Man vs. Family: Kids leave marks on walls — and hearts


If you look closely while visiting my childhood home, you’ll see the imprint of a kindergartner’s galoshes on the sidewalk leading to the front door.

That footprint has been there for 37 years. It even outlasted one of the home’s original owners, my late dad, Big Tom, who used to tease me about how 5-year-old Jody left his mark in 1976.

Knowing my dad, he probably got ticked off that I tromped on the fresh cement. Knowing my dad, he also probably occasionally looked down at that fading spot in the sidewalk as the years turned into decades, laughed to himself and then got teary-eyed thinking about exuberant young kids who used to run wild there. Bet my mom still does.

It’s easy to get mad at children when they do silly things like stepping in concrete that’s curing or decorating the house with Sharpies.

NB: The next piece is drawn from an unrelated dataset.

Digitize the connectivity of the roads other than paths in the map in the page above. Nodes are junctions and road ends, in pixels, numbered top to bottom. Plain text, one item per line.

It’s also easy to get a lump in your throat and a smile on your face while fondly remembering all of the different ways they’ve left marks on your surroundings and your heart.

I thought about this concept Sunday night after barking at my 4-year-old son Aidan, who drew a 6-inch dark line at the 3-foot mark on our beige-colored kitchen wall an hour after being chided for coloring our family room windowsill with black crayon.

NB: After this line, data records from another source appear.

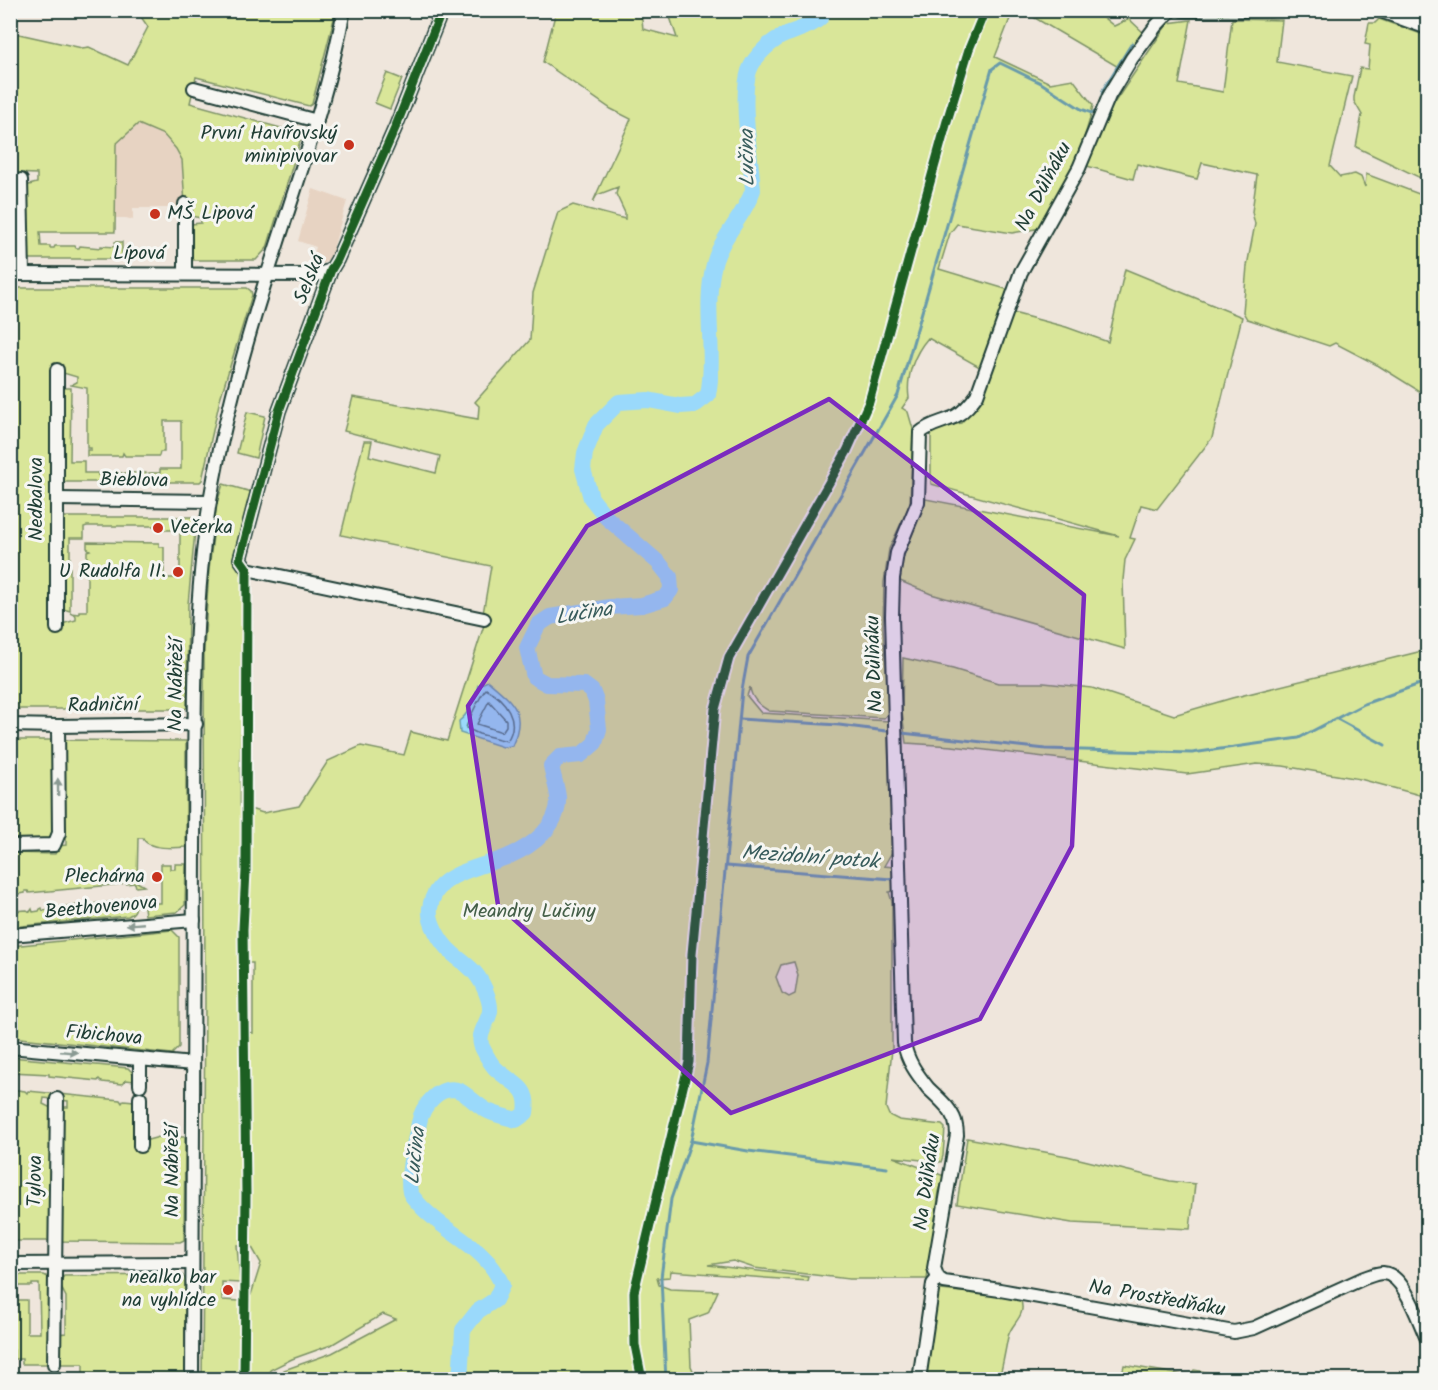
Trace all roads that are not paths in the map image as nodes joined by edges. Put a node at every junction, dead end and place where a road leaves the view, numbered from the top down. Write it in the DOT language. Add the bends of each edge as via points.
graph roads {
  1 [pos="344,10"];
  2 [pos="442,10"];
  3 [pos="1171,10"];
  4 [pos="1183,10"];
  5 [pos="1270,10"];
  6 [pos="1378,10"];
  7 [pos="1428,28"];
  8 [pos="194,88"];
  9 [pos="317,121"];
  10 [pos="21,180"];
  11 [pos="185,204"];
  12 [pos="331,270"];
  13 [pos="17,274"];
  14 [pos="185,274"];
  15 [pos="268,274"];
  16 [pos="57,370"];
  17 [pos="57,499"];
  18 [pos="210,501"];
  19 [pos="484,619"];
  20 [pos="57,628"];
  21 [pos="195,724"];
  22 [pos="10,725"];
  23 [pos="58,726"];
  24 [pos="10,846"];
  25 [pos="194,920"];
  26 [pos="10,935"];
  27 [pos="10,1047"];
  28 [pos="140,1059"];
  29 [pos="193,1064"];
  30 [pos="140,1085"];
  31 [pos="140,1098"];
  32 [pos="57,1099"];
  33 [pos="140,1146"];
  34 [pos="192,1263"];
  35 [pos="10,1264"];
  36 [pos="54,1264"];
  37 [pos="938,1278"];
  38 [pos="1428,1341"];
  39 [pos="54,1364"];
  40 [pos="192,1380"];
  41 [pos="919,1380"];
  1 -- 9 [label="street, Na Nábřeží"];
  2 -- 12 [label="street, Selská" via="396,126"];
  3 -- 37 [label="street, Na Důlňáku" via="1138,50 1109,96 1078,168 1022,272 976,395 954,417 928,425 920,433 918,502 897,553 892,616 904,1043 913,1067 955,1120 957,1135 934,1268"];
  4 -- 5 [label="street"];
  6 -- 7 [label="street"];
  8 -- 9 [label="street"];
  9 -- 15 [label="street, Na Nábřeží"];
  10 -- 13 [label="street"];
  11 -- 14 [label="street"];
  12 -- 15 [label="street, Selská" via="316,275"];
  12 -- 19 [label="street, Selská" via="279,411 240,558 247,569"];
  13 -- 14 [label="street, Lípová"];
  14 -- 15 [label="street, Lípová"];
  15 -- 18 [label="street, Na Nábřeží" via="235,387"];
  16 -- 17 [label="street, Nedbalova"];
  17 -- 18 [label="street, Bieblova"];
  17 -- 20 [label="street, Nedbalova"];
  18 -- 21 [label="street, Na Nábřeží" via="198,600"];
  21 -- 23 [label="street, Radniční"];
  21 -- 25 [label="street, Na Nábřeží"];
  22 -- 23 [label="street, Radniční"];
  24 -- 23 [label="street, one-way" via="54,845 59,833"];
  25 -- 26 [label="street, Beethovenova, one-way"];
  25 -- 29 [label="street, Na Nábřeží"];
  27 -- 28 [label="street, Fibichova, one-way"];
  28 -- 29 [label="street, Fibichova"];
  28 -- 30 [label="street"];
  29 -- 34 [label="street, Na Nábřeží"];
  31 -- 33 [label="street"];
  32 -- 36 [label="street, Tylova"];
  34 -- 36 [label="street"];
  34 -- 40 [label="street, Na Nábřeží"];
  35 -- 36 [label="street"];
  36 -- 39 [label="street, Tylova"];
  37 -- 38 [label="street, Na Prostředňáku" via="1234,1332 1254,1328 1382,1273 1395,1277 1403,1287"];
  37 -- 41 [label="street, Na Důlňáku" via="933,1284"];
}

Kids need to be taught to respect property and must learn that they can’t treat walls like they are scratch paper.

But parents, especially this dad, would be wise to remember that childhood seems to vanish as quickly as scribbles and drawings can be removed from a home.

I’m not really an advice-giver, but I have some for parents on this topic:

• Semigloss interior paint is your friend.

• Permanent markers are not.

• Stock up on notepads and paper.

• Lock up all writing utensils.

• Cherish the creative canvases while the art and artists are still around.

• Think of toddler graffiti around the house as a fun reminder that, as my wife put it, “Kids live here.”

• Keep kindergartners with galoshes away from fresh concrete. On second thought, don’t.

• Whether or not you snap at children for making a mess on the walls, be sure to snap some shots of the memories they made on the walls. Or in the garage. Or on doors. Or in cupboards. Or on cars. Or …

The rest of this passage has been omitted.